MAGANLAL BHAGWANDAS Vs. AHMEDABAD MUNICIPALITY

Decided On March 20, 1944
MAGANLAL BHAGWANDAS Appellant
V/S
AHMEDABAD MUNICIPALITY Respondents

JUDGEMENT

(1.) THE appellant in this case was the plaintiff in the trial Court, and he brought a suit against the defendant-respondent, the Municipal Borough of Ahmedabad, to recover Rs. 347 which he had paid by way of terminal tax and to obtain an injunction restraining the defendant from levying any such tax on the plaintiff's goods. THE plaintiff had a brick-kiln within the Municipal limits of Ahmedabad in a survey number which abuts on the limits of the Municipal area. As there is no direct access from this survey number to the Naroda Road he had to carry the bricks manufactured by him in his survey number to some distance outside the Municipal limits in order to join the Naroda Road in the process of taking the bricks from the factory to his place of business. When the bricks were being brought into the Municipal limits after having been taken out of those limits, the Municipal servants at the municipal toll naka levied a tax of Rs. 347 on those bricks. THE plaintiff, thereupon, filed the suit on September 21, 1939, to obtain a refund of the amount and for a perpetual injunction restraining the Municipality from collecting the terminal tax from him in future. THE contention of the defendant Municipality was that the plaintiff's goods were liable for the payment of the terminal tax inasmuch as they were brought within the Municipal limits from outside those limits and that it made no difference whether the goods in question were, in fact, manufactured within those limits. THE learned trial Judge was of opinion that if goods were prepared and stored within Municipal limits and if they were to be conveyed from that place within municipal limits to any other place within municipal limits, there could not be any imparting of goods, if in the act of conveying the goods it was found necessary to go for some distance outside the municipal limits for want of a direct passage from the place where the goods were stored, within Municipal limits to the Municipal road.

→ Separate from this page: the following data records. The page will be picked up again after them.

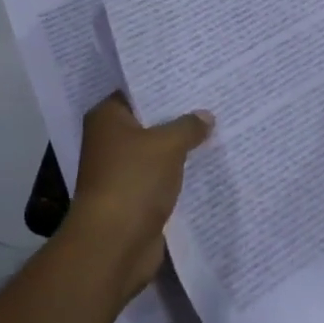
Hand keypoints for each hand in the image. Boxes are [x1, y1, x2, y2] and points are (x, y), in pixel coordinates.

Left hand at [65, 93, 212, 302]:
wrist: (113, 245)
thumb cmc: (133, 181)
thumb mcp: (168, 145)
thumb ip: (188, 126)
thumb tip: (205, 116)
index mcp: (107, 117)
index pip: (138, 91)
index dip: (165, 84)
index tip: (195, 76)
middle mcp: (109, 140)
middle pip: (149, 121)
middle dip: (178, 115)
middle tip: (213, 99)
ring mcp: (120, 171)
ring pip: (157, 151)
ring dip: (180, 147)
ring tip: (217, 128)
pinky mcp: (133, 197)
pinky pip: (161, 177)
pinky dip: (178, 173)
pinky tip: (207, 163)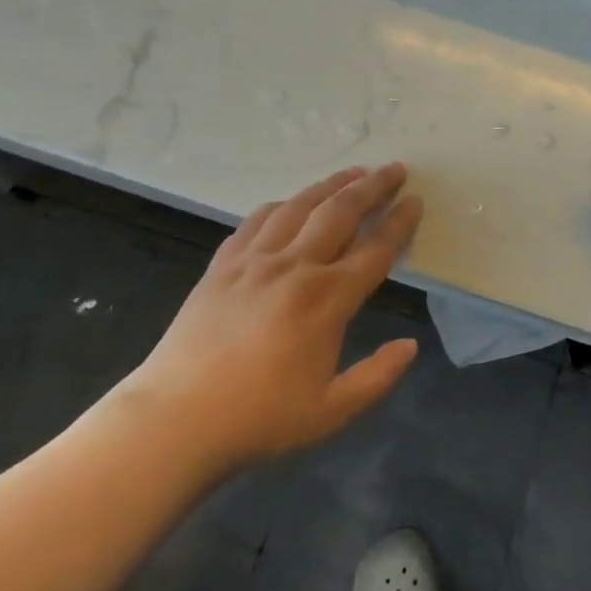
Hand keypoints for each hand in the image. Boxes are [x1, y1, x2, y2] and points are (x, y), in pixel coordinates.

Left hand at [111, 163, 423, 482]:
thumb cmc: (259, 419)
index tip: (416, 200)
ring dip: (331, 186)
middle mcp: (295, 268)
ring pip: (300, 207)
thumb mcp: (332, 411)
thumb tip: (410, 346)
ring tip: (353, 172)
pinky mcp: (222, 267)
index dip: (399, 223)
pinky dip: (280, 205)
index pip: (375, 250)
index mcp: (327, 300)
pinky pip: (256, 222)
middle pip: (341, 213)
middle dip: (372, 187)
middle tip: (394, 168)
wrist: (174, 422)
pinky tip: (289, 202)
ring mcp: (254, 263)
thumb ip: (377, 377)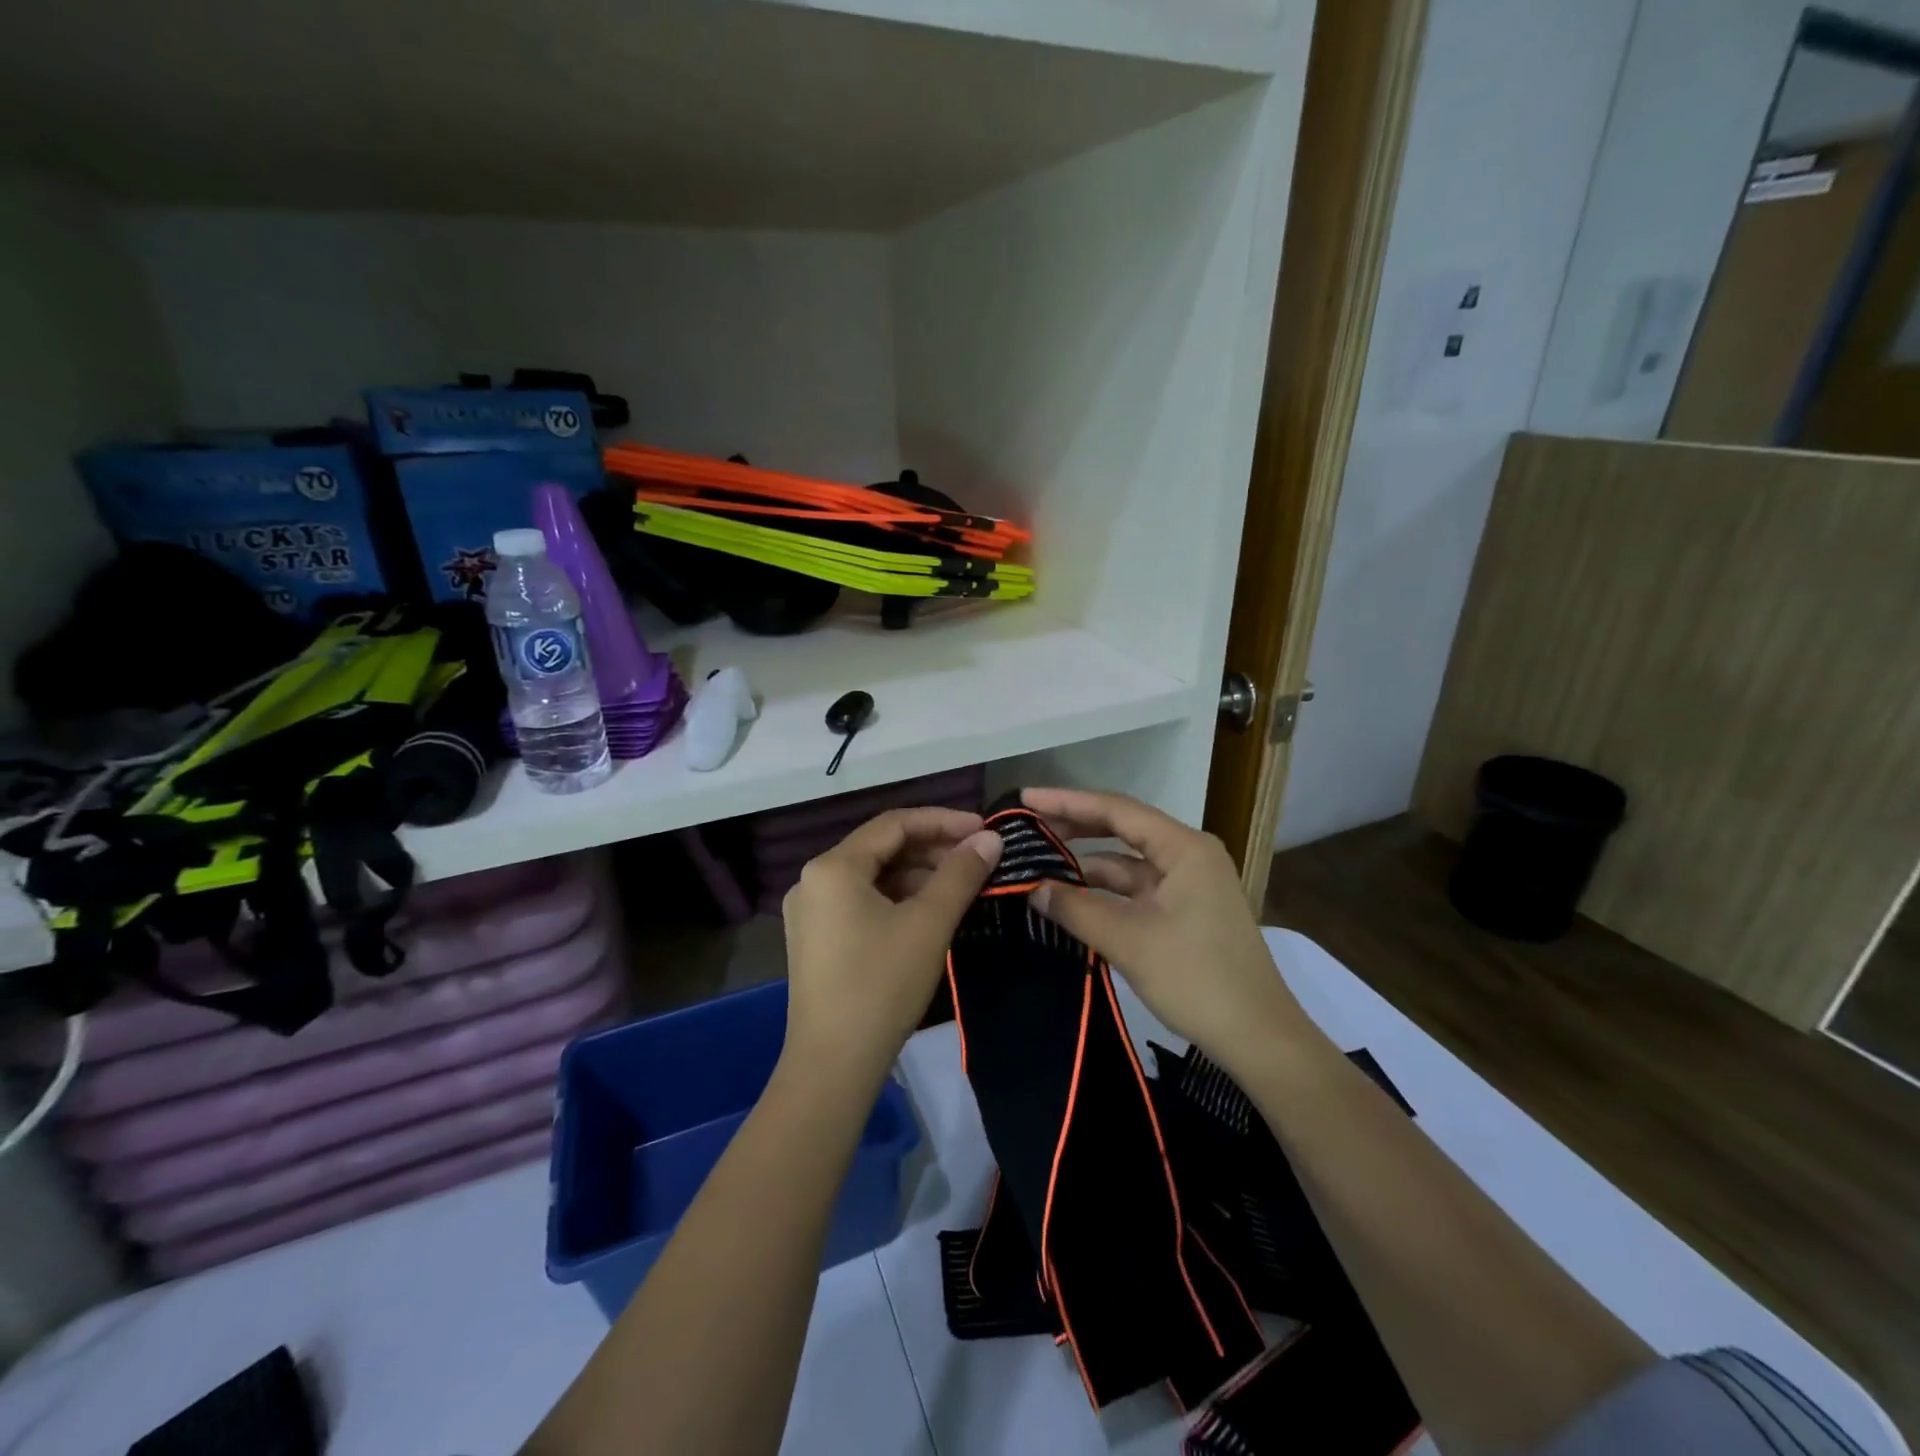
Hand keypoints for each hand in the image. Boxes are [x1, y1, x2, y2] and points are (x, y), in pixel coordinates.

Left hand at [780, 807, 1001, 1086]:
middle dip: (932, 849)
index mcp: (833, 866)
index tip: (984, 829)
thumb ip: (961, 873)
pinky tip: (930, 912)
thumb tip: (991, 838)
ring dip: (917, 875)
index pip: (895, 824)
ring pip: (873, 877)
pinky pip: (862, 902)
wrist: (834, 1065)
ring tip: (962, 884)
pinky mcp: (816, 939)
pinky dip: (898, 899)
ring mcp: (811, 912)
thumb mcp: (929, 923)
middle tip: (978, 858)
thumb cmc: (882, 985)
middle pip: (881, 848)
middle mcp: (813, 880)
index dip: (943, 821)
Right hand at [1022, 788, 1313, 1077]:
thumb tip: (1032, 888)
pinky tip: (1071, 899)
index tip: (1026, 797)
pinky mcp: (1185, 912)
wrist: (1258, 1038)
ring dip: (1087, 865)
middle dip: (1075, 826)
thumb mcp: (1129, 941)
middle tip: (1027, 825)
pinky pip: (1136, 890)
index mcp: (1184, 848)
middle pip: (1123, 829)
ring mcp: (1189, 884)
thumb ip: (1076, 909)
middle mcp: (1188, 855)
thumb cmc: (1197, 979)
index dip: (1068, 801)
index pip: (1117, 810)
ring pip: (1127, 863)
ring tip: (1039, 865)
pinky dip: (1104, 893)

(2.) HE accordingly decreed the plaintiff's suit with costs except as regards the prayer for injunction. Against that order the defendant Municipality filed an appeal in the District Court of Ahmedabad. The learned Assistant Judge who heard the appeal was of opinion that the word "import" must be given its natural meaning, and the moment the goods were brought inside the Municipal limits from abroad, the goods became imported within the meaning of Rule 380 of the Ahmedabad Municipal Code. HE thought that the circumstance that the starting point as well as the point of finish fell within Municipal limits was no excuse for avoiding payment of the tax. In coming to this conclusion, the learned Judge referred to the case of In re Rahimu Bhanji (1897) I. L. R. 22 Bom. 843 and the unreported decision of Mr. Justice Broomfield in C. Prabhudas & Co. v. Ahmedabad Municipality (1934) C. R. A. No. 239 of 1934. HE, therefore, allowed the appeal, set aside the decree of the trial Court and dismissed the plaintiff's suit with costs throughout. Against that order the plaintiff has filed this second appeal.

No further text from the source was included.